(DATA PROVIDED Opens)

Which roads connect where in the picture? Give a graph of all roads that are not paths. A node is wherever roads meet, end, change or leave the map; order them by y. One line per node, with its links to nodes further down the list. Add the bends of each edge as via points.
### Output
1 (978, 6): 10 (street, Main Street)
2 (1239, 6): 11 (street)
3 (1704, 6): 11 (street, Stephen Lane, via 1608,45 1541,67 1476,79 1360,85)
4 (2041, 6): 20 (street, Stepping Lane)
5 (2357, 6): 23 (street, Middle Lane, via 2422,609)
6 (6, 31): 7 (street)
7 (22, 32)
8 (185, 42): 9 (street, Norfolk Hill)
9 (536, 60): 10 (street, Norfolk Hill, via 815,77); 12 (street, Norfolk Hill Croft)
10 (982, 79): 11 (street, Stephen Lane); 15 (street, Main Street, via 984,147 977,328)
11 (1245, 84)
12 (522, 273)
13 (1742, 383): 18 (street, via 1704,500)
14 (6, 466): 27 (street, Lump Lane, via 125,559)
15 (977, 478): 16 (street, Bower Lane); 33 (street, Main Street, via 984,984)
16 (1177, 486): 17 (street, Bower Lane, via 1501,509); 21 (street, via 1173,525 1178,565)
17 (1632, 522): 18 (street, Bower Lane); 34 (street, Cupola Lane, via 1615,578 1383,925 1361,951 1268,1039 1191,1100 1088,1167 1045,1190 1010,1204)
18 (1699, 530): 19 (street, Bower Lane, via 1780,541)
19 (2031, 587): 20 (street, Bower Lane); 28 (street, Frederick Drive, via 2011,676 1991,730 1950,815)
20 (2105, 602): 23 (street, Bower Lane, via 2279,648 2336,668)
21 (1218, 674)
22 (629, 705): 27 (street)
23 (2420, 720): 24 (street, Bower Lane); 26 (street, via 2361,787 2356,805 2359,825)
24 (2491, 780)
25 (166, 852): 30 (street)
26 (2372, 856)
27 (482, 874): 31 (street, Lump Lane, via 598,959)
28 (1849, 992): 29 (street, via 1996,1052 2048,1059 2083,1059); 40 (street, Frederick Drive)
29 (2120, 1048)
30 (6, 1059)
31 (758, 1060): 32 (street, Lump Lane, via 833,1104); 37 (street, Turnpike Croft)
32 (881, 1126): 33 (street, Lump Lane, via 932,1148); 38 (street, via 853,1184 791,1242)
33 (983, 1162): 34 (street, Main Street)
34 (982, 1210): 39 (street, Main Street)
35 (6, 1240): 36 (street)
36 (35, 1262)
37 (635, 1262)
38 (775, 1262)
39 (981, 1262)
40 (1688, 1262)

(DATA PROVIDED Closes)

WHAT TO DO: Reproduce every single entry above exactly.

RESULT OF THIS EXERCISE:
Which roads connect where in the picture? Give a graph of all roads that are not paths. A node is wherever roads meet, end, change or leave the map; order them by y. One line per node, with its links to nodes further down the list. Add the bends of each edge as via points.
### Output
1 (978, 6): 10 (street, Main Street)
2 (1239, 6): 11 (street)
3 (1704, 6): 11 (street, Stephen Lane, via 1608,45 1541,67 1476,79 1360,85)
4 (2041, 6): 20 (street, Stepping Lane)
5 (2357, 6): 23 (street, Middle Lane, via 2422,609)
6 (6, 31): 7 (street)
7 (22, 32)
8 (185, 42): 9 (street, Norfolk Hill)
9 (536, 60): 10 (street, Norfolk Hill, via 815,77); 12 (street, Norfolk Hill Croft)
10 (982, 79): 11 (street, Stephen Lane); 15 (street, Main Street, via 984,147 977,328)
11 (1245, 84)
12 (522, 273)
13 (1742, 383): 18 (street, via 1704,500)
14 (6, 466): 27 (street, Lump Lane, via 125,559)
15 (977, 478): 16 (street, Bower Lane); 33 (street, Main Street, via 984,984)
16 (1177, 486): 17 (street, Bower Lane, via 1501,509); 21 (street, via 1173,525 1178,565)
17 (1632, 522): 18 (street, Bower Lane); 34 (street, Cupola Lane, via 1615,578 1383,925 1361,951 1268,1039 1191,1100 1088,1167 1045,1190 1010,1204)
18 (1699, 530): 19 (street, Bower Lane, via 1780,541)
19 (2031, 587): 20 (street, Bower Lane); 28 (street, Frederick Drive, via 2011,676 1991,730 1950,815)
20 (2105, 602): 23 (street, Bower Lane, via 2279,648 2336,668)
21 (1218, 674)
22 (629, 705): 27 (street)
23 (2420, 720): 24 (street, Bower Lane); 26 (street, via 2361,787 2356,805 2359,825)
24 (2491, 780)
25 (166, 852): 30 (street)
26 (2372, 856)
27 (482, 874): 31 (street, Lump Lane, via 598,959)
28 (1849, 992): 29 (street, via 1996,1052 2048,1059 2083,1059); 40 (street, Frederick Drive)
29 (2120, 1048)
30 (6, 1059)
31 (758, 1060): 32 (street, Lump Lane, via 833,1104); 37 (street, Turnpike Croft)
32 (881, 1126): 33 (street, Lump Lane, via 932,1148); 38 (street, via 853,1184 791,1242)
33 (983, 1162): 34 (street, Main Street)
34 (982, 1210): 39 (street, Main Street)
35 (6, 1240): 36 (street)
36 (35, 1262)
37 (635, 1262)
38 (775, 1262)
39 (981, 1262)
40 (1688, 1262)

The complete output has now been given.